When it became clear very early on that they could, they invested so much of the above into that two-game League final saga with Clare you half suspected defeat in the replay to poleaxe their momentum.
Waterford have put themselves in a position to take a more realistic crack at the trophies they crave most and tomorrow in Limerick, we'll see how much ground they've made.
Goals are vital here.
Last year, Waterford scored none against Tipp in the Munster final (though, to be fair, they conceded none either) and never really threatened one against Kilkenny in the All-Ireland semi-final.
They were, therefore, deprived that of that pronounced and instant lift a raised green flag brings, not alone to their running scoring tally, but to the energy of their players and the mood of their fans.
It was, manager McGrath admitted, a very obvious area requiring very clear and necessary improvement but after the five games of this year's Division 1A campaign, his team had managed just a single goal.
In their three games against Clare between the League final, its replay and their Munster opener, Waterford got three and in this, the returns of Maurice Shanahan and Pauric Mahony have given them greater variation in attack, leading to a less predictable forward line.
But the fact remains that no team - not even Kilkenny - possess the same goal-scoring ability as Tipperary.
Ball-winning, movement, pace and finishing - Tipp have every sort of forward imaginable and even without the suspended 'Bubbles' O'Dwyer, their attack is no less multi-talented.
Niall O'Meara and Jason Forde are the class of forwards most managers would build a team around, not - as is the case for Mick Ryan - decide which comes off the bench first or, in this instance, replaces O'Dwyer.

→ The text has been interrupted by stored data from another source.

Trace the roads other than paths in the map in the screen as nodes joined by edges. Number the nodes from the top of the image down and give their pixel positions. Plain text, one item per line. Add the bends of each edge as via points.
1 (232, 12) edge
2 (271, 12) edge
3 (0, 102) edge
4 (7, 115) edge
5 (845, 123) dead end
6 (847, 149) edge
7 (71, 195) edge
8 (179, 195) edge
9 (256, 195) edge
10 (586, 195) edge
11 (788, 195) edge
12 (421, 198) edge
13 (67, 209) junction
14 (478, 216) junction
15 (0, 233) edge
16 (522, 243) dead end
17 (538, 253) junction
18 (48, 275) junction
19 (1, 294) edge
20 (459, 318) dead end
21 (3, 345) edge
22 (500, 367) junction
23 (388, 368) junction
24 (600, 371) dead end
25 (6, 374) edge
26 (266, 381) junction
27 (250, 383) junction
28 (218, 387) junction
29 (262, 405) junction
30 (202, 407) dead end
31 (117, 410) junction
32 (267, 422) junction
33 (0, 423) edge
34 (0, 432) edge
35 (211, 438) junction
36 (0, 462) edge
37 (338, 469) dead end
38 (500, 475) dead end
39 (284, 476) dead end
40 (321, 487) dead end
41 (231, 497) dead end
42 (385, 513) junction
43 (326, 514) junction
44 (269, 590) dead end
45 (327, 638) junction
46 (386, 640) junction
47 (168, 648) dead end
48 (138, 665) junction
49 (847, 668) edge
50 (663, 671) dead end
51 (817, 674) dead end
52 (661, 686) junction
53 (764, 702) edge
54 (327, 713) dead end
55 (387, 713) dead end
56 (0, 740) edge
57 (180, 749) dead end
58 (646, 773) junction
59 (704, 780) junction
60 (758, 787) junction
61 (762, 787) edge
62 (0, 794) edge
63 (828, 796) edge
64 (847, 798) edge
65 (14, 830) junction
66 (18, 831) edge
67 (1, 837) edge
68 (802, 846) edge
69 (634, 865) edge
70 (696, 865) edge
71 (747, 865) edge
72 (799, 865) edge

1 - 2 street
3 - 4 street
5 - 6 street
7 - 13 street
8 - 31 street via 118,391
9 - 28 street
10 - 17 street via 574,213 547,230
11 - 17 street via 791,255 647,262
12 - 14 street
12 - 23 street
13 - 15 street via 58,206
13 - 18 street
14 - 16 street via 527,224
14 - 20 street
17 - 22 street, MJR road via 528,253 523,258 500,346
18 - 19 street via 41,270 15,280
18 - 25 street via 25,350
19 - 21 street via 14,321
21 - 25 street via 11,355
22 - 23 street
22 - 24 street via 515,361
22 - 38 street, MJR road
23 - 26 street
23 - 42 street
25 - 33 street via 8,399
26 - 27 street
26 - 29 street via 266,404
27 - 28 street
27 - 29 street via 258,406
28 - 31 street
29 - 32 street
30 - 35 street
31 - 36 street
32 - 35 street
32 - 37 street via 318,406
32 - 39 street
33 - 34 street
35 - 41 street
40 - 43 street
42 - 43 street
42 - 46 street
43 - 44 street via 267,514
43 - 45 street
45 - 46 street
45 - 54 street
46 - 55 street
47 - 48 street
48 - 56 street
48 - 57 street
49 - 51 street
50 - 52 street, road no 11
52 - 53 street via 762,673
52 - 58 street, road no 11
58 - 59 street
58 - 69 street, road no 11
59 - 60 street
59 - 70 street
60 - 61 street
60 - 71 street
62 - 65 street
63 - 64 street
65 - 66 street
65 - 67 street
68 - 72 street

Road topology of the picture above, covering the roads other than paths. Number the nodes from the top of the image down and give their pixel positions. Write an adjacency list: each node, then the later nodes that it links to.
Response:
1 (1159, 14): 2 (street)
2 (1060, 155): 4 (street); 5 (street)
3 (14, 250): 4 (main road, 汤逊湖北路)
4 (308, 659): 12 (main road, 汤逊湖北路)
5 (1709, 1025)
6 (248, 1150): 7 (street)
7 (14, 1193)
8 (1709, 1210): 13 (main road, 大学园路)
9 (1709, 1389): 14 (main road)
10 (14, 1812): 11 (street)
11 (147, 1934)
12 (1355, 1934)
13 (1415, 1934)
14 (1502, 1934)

In his absence though, Dan McCormack and 'Bonner' Maher - the heavy lifting part of their attack - must add some scores to their performance.
Michael Breen has been a revelation this year down the central column of this Tipp team, though his two goals against Limerick were the sort of bonuses Ryan won't be relying upon in future.
If you were to take a more medium-term view of the benefits of winning this year's Munster title, you'd have to factor in the added prize of avoiding Kilkenny until September.
Already, they cast a very long and disheartening shadow over the eight teams left in the Championship.
That might, on the basis of their recent second-half displays, be delaying the inevitable.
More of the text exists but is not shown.